→ **TASK ITEM**: Copy every line from the data below in which the string "Heroes" can be found.
• • • • •
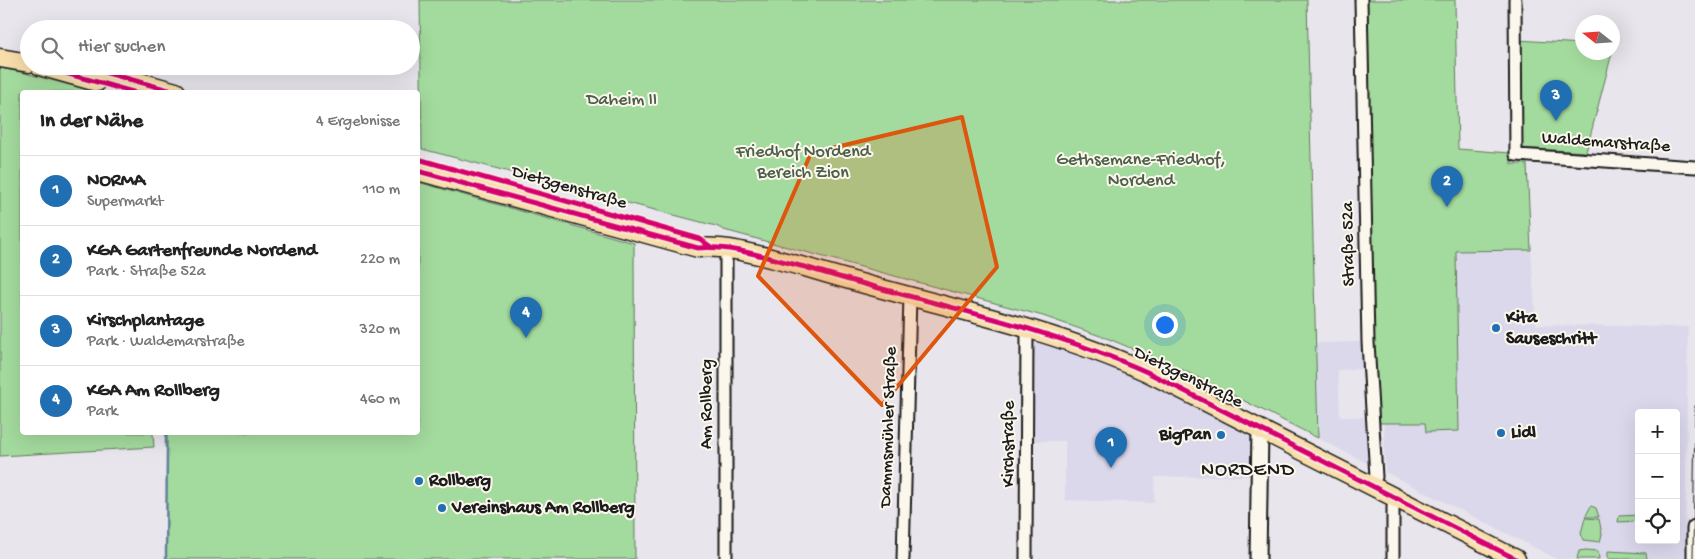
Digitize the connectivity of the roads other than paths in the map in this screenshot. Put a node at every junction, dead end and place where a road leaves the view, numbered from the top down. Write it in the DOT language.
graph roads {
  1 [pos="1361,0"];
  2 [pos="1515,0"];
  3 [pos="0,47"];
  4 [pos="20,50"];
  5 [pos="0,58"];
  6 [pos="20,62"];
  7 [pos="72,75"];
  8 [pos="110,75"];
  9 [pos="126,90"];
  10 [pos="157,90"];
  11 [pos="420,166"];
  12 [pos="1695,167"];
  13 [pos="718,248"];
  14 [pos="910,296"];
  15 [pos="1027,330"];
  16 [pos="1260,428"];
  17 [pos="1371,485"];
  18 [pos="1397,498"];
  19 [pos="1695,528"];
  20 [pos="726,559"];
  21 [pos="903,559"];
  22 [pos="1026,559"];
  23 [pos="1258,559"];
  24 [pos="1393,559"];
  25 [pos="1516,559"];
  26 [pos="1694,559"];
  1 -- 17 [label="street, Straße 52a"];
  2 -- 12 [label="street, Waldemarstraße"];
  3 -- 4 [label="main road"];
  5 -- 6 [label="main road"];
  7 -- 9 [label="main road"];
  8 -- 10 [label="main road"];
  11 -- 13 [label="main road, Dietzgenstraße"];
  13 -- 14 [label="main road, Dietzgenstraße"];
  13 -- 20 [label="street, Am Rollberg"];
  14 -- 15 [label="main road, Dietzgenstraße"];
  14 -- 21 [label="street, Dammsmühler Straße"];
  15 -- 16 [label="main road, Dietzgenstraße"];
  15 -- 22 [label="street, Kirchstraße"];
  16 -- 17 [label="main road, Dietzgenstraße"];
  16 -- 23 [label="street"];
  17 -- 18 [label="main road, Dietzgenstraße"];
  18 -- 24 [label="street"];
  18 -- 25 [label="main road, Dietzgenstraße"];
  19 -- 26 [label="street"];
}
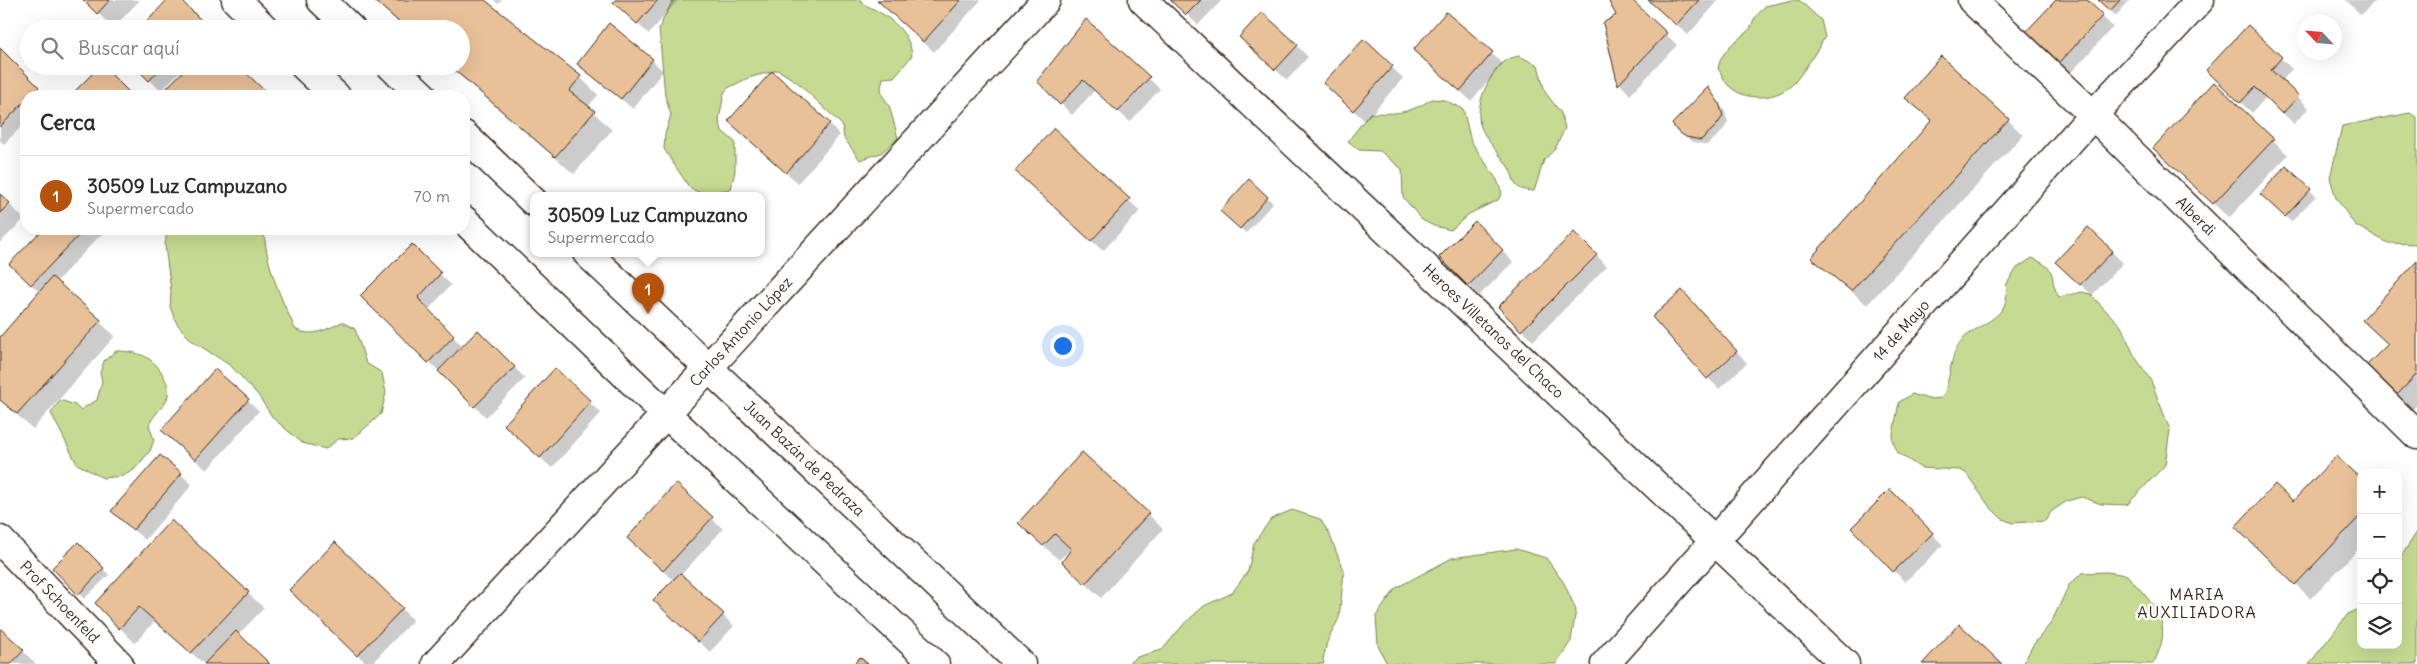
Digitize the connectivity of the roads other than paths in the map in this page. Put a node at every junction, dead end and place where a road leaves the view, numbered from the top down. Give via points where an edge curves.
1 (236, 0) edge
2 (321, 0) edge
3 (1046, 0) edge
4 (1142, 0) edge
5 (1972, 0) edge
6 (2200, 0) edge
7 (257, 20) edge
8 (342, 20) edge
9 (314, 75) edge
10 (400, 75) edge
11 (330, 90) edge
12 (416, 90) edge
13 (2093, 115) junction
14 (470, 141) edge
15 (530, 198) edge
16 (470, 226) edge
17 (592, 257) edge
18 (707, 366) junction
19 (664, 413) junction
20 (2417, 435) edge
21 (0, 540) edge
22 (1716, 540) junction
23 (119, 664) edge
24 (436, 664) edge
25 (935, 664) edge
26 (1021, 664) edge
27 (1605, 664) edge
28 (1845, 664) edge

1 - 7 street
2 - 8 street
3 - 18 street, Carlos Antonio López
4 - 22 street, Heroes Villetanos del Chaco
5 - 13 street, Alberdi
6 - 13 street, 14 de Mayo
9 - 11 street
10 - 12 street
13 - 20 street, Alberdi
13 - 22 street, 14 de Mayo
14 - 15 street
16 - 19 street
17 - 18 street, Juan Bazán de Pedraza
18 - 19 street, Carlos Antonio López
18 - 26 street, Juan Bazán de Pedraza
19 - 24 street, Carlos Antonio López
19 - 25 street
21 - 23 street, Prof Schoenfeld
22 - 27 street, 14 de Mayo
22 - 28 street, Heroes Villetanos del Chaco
• • • • •
→ **OUTPUT**:
4 - 22 street, Heroes Villetanos del Chaco
22 - 28 street, Heroes Villetanos del Chaco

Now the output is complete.